Despite the clinical significance of mtDNA structural alterations, our current knowledge about their abundance, diversity and exact localization is fragmented. A significant challenge is the multi-copy nature of mtDNA, with each cell containing hundreds to thousands of individual molecules. Most mtDNA alterations are heteroplasmic, meaning that wild-type mtDNA co-exists with mutant variants[21]. This complex DNA landscape makes the molecular characterization of mtDNA variants difficult, with low-level heteroplasmic variants being particularly hard to detect. The most commonly used detection methods, Southern blotting and long-range PCR[22], have limited resolution and cannot define all mtDNA variants in a given sample[23]. Even a variant present at high levels can remain undetected depending on the selection of primers, probes or restriction enzymes, and in the past, using these methods, duplications have wrongly been classified as deletions[18,19,24,25].

An attractive idea is therefore to use high-throughput sequencing to detect mtDNA deletions and duplications, as this potentially can provide more sensitive, less biased and more accurate mapping of these alterations. This would also dramatically simplify the workflow, and would enable exploration of mtDNA deletions and duplications in a large body of preexisting sequencing datasets. Due to the high copy number of mtDNA in cells (n = 1,000–10,000), mtDNA-derived reads are typically highly abundant in genomic sequencing data, in principle making the technology ideally suited for the purpose. The basic bioinformatics principles for determining structural alterations from short read sequencing are well-known, specifically identification of discordant paired-end reads or gapped/split alignment of individual reads to the reference genome. However, details in the implementation may have a large influence on performance, and tools for mapping structural changes in the nucleus show a surprising degree of discordance[26]. While the small size of the mitochondrial genome simplifies the problem, it is made harder by the fact that mitochondrial deletions commonly occur near repetitive sequences, and mapping of structural events on a circular genome presents additional challenges.

Several methods have recently been developed specifically for identification of mtDNA deletions from high-throughput short read sequencing, including MitoDel[27], Splice-Break[28], eKLIPse[29], MitoMut[30], and a PERL script provided in (Zambelli et al., 2017)[31]. These methods rely on gapped alignments to predict deletions, but fail to recognize that every such event can represent either a deletion or a duplication affecting the arc complementary to the deleted part; a consequence of the circularity of mtDNA. Duplications can form as a consequence of mutations in mitochondrial replication factors, and correct identification and classification of such alterations is therefore an important requirement for any bioinformatics method pertaining to analysis of mtDNA structural changes.

Here we present the first high-throughput computational pipeline, MitoSAlt (Mitochondrial Structural Alterations), for identification, quantification and visualization of both deletions and duplications in mtDNA. The performance of MitoSAlt was carefully established using simulated sequencing data, patient samples with single events, and mouse models of mtDNA maintenance disease.
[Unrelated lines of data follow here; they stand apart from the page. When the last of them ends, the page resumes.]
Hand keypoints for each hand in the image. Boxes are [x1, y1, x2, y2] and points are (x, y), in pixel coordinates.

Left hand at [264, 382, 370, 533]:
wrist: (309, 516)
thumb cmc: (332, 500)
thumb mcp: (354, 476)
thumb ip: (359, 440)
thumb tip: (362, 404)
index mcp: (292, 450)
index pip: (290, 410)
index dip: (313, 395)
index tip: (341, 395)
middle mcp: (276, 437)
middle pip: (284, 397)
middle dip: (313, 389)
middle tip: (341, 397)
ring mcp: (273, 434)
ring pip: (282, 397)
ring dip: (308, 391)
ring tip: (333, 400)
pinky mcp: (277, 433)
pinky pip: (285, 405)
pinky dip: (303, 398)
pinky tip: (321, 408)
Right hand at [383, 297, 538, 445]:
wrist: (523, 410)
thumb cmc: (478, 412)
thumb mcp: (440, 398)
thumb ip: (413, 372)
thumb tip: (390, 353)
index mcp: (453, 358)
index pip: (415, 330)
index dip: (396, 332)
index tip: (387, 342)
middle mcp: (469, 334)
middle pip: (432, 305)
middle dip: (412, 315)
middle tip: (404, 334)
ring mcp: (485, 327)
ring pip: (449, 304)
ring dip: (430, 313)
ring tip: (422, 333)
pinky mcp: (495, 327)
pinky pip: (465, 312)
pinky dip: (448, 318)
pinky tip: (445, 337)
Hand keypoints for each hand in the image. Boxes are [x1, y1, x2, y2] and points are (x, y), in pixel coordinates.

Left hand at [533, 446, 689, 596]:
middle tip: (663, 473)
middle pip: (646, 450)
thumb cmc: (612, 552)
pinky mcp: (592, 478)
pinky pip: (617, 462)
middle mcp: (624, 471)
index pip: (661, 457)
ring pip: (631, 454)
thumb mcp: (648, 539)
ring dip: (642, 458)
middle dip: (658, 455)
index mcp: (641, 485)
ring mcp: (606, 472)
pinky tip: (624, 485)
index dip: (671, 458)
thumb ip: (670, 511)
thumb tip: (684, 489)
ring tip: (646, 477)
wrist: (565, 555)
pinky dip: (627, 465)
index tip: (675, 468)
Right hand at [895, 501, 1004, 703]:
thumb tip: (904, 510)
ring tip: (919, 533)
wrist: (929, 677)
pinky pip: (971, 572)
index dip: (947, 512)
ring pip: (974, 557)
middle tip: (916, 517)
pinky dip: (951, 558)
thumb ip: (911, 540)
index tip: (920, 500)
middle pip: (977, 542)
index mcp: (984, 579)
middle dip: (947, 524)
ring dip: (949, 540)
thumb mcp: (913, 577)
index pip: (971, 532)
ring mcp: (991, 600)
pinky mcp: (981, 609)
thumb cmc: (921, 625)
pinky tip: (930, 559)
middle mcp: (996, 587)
MitoSAlt also introduces a way of visualizing the results such that duplications and deletions, as well as start and end positions, are unambiguously indicated. Using MitoSAlt, we also demonstrate that disease-causing mutations affecting specific steps in mtDNA replication cause distinct structural alterations in mtDNA.
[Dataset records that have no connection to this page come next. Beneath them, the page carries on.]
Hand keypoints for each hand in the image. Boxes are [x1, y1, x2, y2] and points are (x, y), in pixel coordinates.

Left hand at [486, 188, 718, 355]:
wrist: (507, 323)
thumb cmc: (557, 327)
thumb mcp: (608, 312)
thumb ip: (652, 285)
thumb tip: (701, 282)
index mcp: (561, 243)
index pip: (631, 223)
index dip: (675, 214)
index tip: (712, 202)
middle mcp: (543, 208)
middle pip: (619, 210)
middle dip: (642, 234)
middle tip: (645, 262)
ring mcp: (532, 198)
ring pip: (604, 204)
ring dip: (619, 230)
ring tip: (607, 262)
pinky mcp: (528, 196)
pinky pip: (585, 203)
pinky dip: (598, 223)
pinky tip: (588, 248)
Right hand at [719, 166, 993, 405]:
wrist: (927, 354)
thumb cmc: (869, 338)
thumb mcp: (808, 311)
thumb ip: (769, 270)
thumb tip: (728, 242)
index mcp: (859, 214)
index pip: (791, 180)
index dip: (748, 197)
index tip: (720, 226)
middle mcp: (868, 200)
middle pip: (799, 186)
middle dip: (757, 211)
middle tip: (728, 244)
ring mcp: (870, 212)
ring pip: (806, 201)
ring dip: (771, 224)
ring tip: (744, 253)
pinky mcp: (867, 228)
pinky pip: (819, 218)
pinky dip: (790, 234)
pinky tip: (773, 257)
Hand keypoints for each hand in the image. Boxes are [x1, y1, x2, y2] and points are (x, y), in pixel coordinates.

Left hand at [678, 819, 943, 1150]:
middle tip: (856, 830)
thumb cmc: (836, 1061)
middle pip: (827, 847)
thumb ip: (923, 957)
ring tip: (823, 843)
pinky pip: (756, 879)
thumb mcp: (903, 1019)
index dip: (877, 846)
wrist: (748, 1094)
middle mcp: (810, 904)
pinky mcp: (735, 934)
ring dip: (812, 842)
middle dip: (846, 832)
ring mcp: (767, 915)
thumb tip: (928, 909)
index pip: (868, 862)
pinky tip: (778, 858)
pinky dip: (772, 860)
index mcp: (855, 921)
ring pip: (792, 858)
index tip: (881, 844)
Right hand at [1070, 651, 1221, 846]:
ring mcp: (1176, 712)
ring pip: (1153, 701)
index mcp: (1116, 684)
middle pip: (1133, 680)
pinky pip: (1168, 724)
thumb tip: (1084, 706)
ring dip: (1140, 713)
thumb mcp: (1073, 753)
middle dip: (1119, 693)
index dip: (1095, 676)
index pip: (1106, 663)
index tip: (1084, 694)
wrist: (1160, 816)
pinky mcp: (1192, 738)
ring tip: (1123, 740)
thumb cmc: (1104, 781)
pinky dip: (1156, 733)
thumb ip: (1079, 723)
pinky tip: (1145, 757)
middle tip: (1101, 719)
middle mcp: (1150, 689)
Detection of deletions and duplications with MitoSAlt

MitoSAlt is designed to take single- or paired-end sequencing reads as input to generate a map of predicted deletions and duplications, visualized in a circular plot along with tab delimited tables detailing the breakpoint positions and heteroplasmy levels (Fig 1A, further detailed in Materials and Methods). The pipeline relies on an initial alignment of sequencing reads to the nuclear and mitochondrial (Mt) genome using HISAT2[32] to remove nuclear reads while retaining mtDNA-mapped and unmapped reads. This step accelerates the analysis, but may optionally be disabled when working with species having extensive nuclear mitochondrial DNA (NUMT) regions such as mouse[33] to avoid patch-wise reduced mtDNA read coverage. This is followed by alignment to mtDNA using LAST[34], processing of the LAST results to identify deletions and duplications based on split alignments, and classification of deletions and duplications along with plotting the results and generating final tables. Additionally, in the case of whole genome sequencing (WGS), when no mtDNA or nuclear enrichment has been performed, MitoSAlt can compare mitochondrial and nuclear read counts to estimate relative mtDNA levels, which are indicative of mtDNA copy number.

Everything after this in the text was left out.